Problem requirements
Return the entries that follow exactly, with no images.

[Opening Excerpted records section]

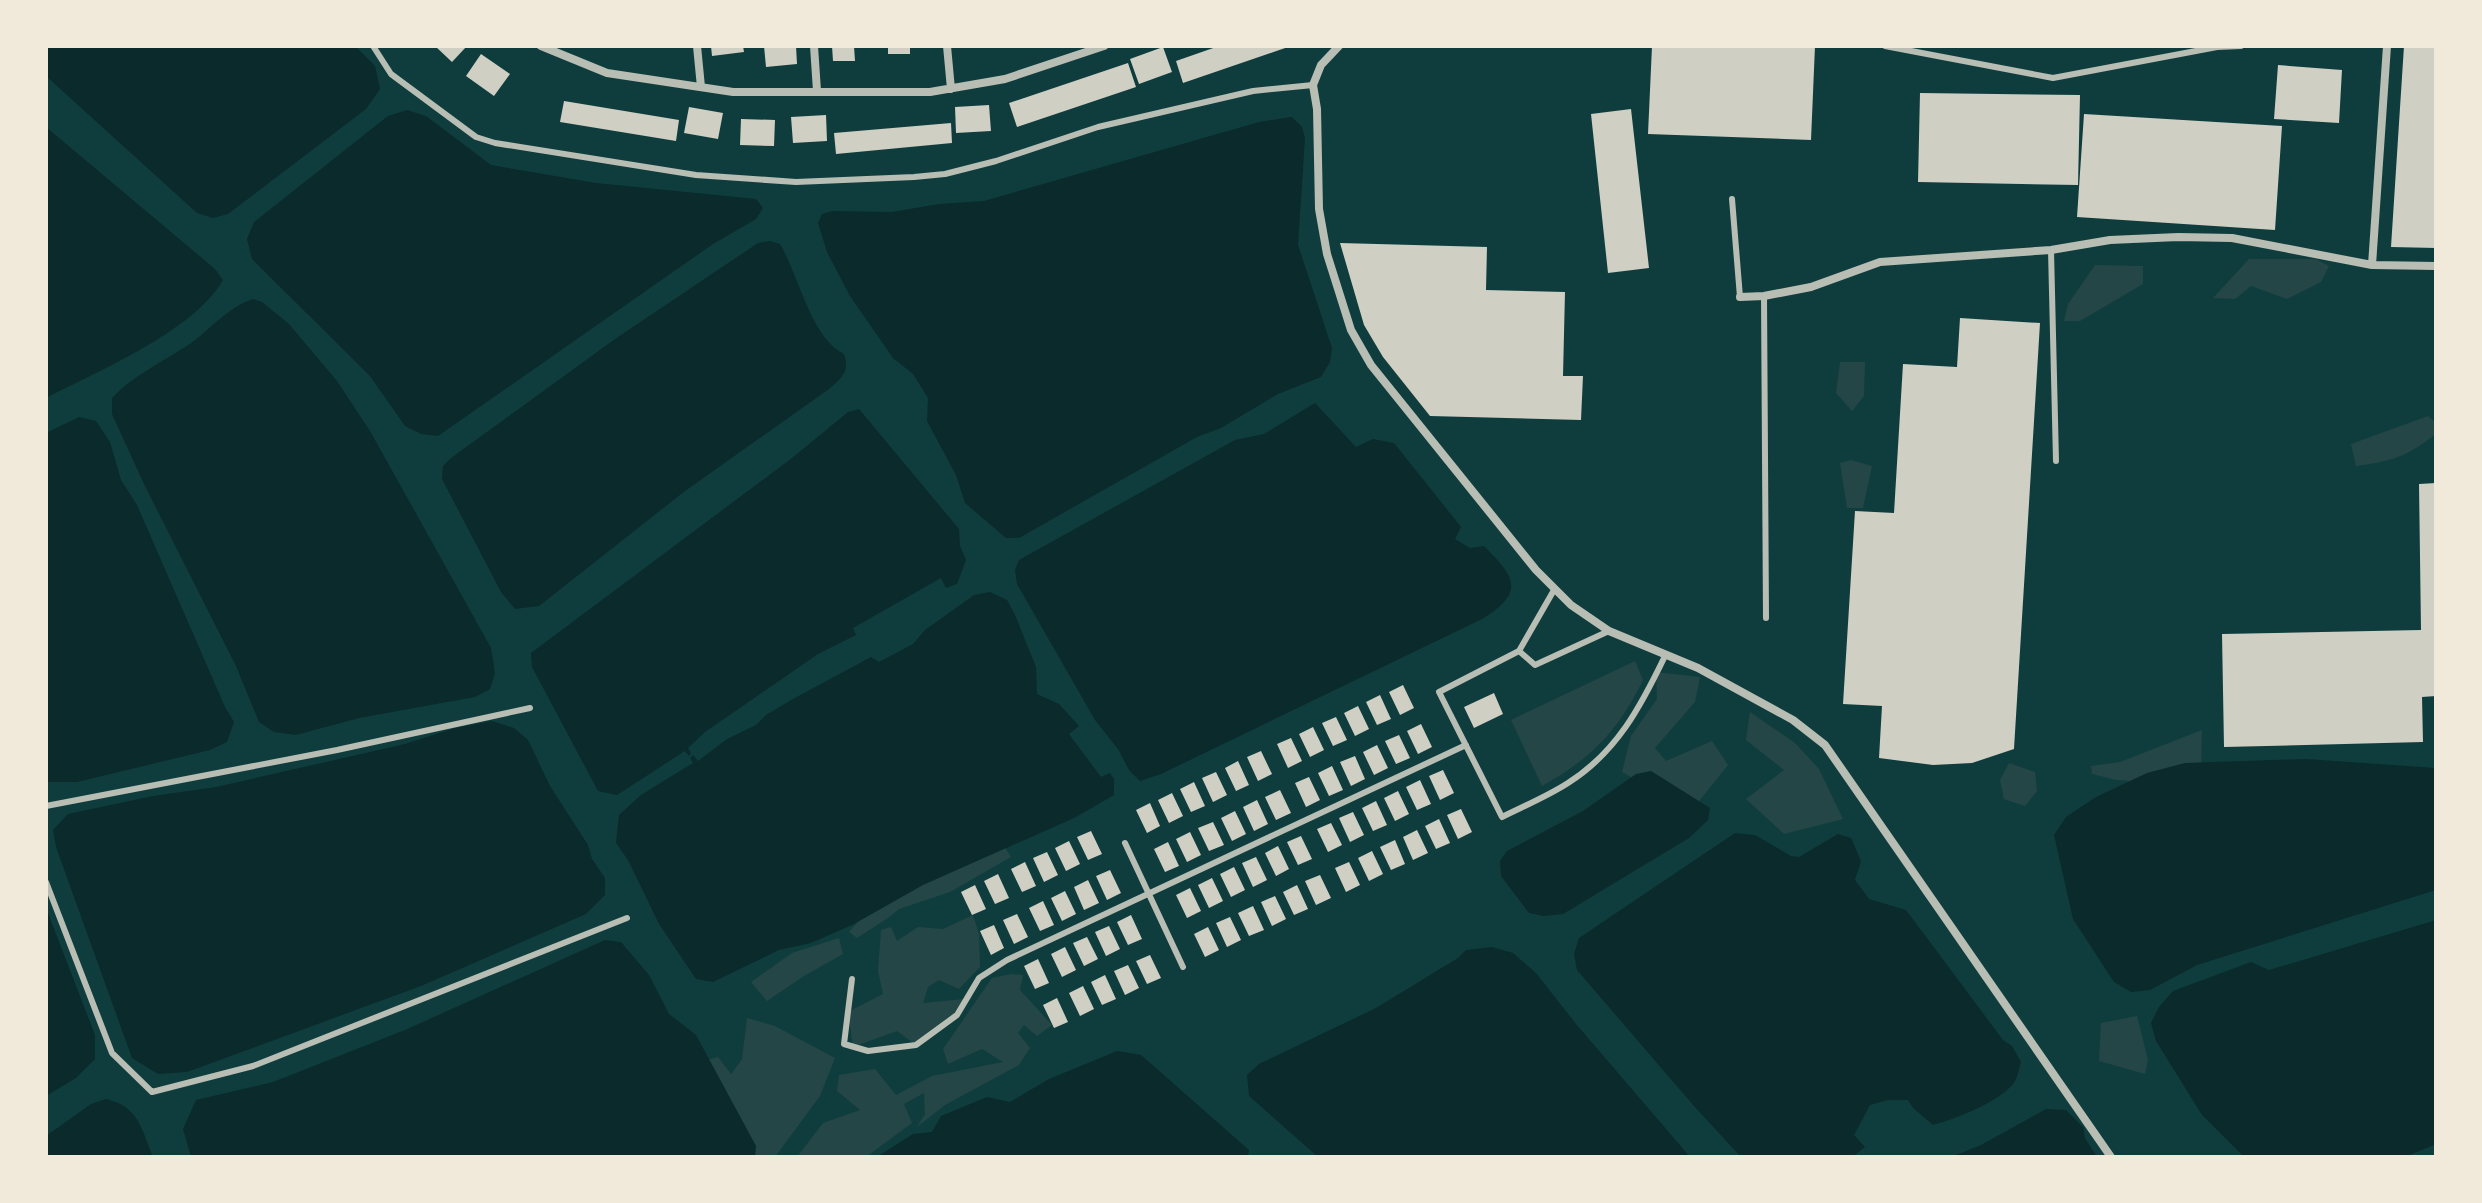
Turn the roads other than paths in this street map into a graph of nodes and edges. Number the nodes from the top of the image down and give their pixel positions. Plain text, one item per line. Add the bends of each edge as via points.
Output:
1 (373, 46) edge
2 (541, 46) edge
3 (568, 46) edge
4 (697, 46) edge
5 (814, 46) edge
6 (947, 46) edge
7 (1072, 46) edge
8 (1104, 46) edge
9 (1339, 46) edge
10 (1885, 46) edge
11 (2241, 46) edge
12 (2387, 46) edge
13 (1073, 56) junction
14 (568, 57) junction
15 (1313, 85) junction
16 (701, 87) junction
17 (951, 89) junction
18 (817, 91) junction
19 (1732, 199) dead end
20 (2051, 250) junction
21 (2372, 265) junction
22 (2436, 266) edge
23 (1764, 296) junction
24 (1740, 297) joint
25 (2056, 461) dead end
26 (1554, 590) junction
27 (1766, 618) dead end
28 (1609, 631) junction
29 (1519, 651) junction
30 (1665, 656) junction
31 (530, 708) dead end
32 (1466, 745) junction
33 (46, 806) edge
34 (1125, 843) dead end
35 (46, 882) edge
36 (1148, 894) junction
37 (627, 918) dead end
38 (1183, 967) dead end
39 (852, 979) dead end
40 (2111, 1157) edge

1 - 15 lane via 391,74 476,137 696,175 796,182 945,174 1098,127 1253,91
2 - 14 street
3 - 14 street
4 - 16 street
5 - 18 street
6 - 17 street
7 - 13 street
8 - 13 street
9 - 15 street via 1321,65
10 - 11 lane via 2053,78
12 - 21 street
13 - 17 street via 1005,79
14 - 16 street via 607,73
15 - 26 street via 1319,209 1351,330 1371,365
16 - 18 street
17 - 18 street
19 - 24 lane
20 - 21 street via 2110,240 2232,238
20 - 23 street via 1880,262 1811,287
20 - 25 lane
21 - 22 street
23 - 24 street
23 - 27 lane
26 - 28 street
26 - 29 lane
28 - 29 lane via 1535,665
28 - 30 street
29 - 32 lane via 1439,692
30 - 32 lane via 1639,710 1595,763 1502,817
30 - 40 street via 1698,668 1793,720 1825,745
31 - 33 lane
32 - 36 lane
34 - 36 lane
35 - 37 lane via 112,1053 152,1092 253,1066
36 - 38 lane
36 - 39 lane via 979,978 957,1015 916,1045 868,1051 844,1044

[Closing Excerpted records section]

Answer section
Turn the roads other than paths in this street map into a graph of nodes and edges. Number the nodes from the top of the image down and give their pixel positions. Plain text, one item per line. Add the bends of each edge as via points.
Output:
1 (373, 46) edge
2 (541, 46) edge
3 (568, 46) edge
4 (697, 46) edge
5 (814, 46) edge
6 (947, 46) edge
7 (1072, 46) edge
8 (1104, 46) edge
9 (1339, 46) edge
10 (1885, 46) edge
11 (2241, 46) edge
12 (2387, 46) edge
13 (1073, 56) junction
14 (568, 57) junction
15 (1313, 85) junction
16 (701, 87) junction
17 (951, 89) junction
18 (817, 91) junction
19 (1732, 199) dead end
20 (2051, 250) junction
21 (2372, 265) junction
22 (2436, 266) edge
23 (1764, 296) junction
24 (1740, 297) joint
25 (2056, 461) dead end
26 (1554, 590) junction
27 (1766, 618) dead end
28 (1609, 631) junction
29 (1519, 651) junction
30 (1665, 656) junction
31 (530, 708) dead end
32 (1466, 745) junction
33 (46, 806) edge
34 (1125, 843) dead end
35 (46, 882) edge
36 (1148, 894) junction
37 (627, 918) dead end
38 (1183, 967) dead end
39 (852, 979) dead end
40 (2111, 1157) edge

1 - 15 lane via 391,74 476,137 696,175 796,182 945,174 1098,127 1253,91
2 - 14 street
3 - 14 street
4 - 16 street
5 - 18 street
6 - 17 street
7 - 13 street
8 - 13 street
9 - 15 street via 1321,65
10 - 11 lane via 2053,78
12 - 21 street
13 - 17 street via 1005,79
14 - 16 street via 607,73
15 - 26 street via 1319,209 1351,330 1371,365
16 - 18 street
17 - 18 street
19 - 24 lane
20 - 21 street via 2110,240 2232,238
20 - 23 street via 1880,262 1811,287
20 - 25 lane
21 - 22 street
23 - 24 street
23 - 27 lane
26 - 28 street
26 - 29 lane
28 - 29 lane via 1535,665
28 - 30 street
29 - 32 lane via 1439,692
30 - 32 lane via 1639,710 1595,763 1502,817
30 - 40 street via 1698,668 1793,720 1825,745
31 - 33 lane
32 - 36 lane
34 - 36 lane
35 - 37 lane via 112,1053 152,1092 253,1066
36 - 38 lane
36 - 39 lane via 979,978 957,1015 916,1045 868,1051 844,1044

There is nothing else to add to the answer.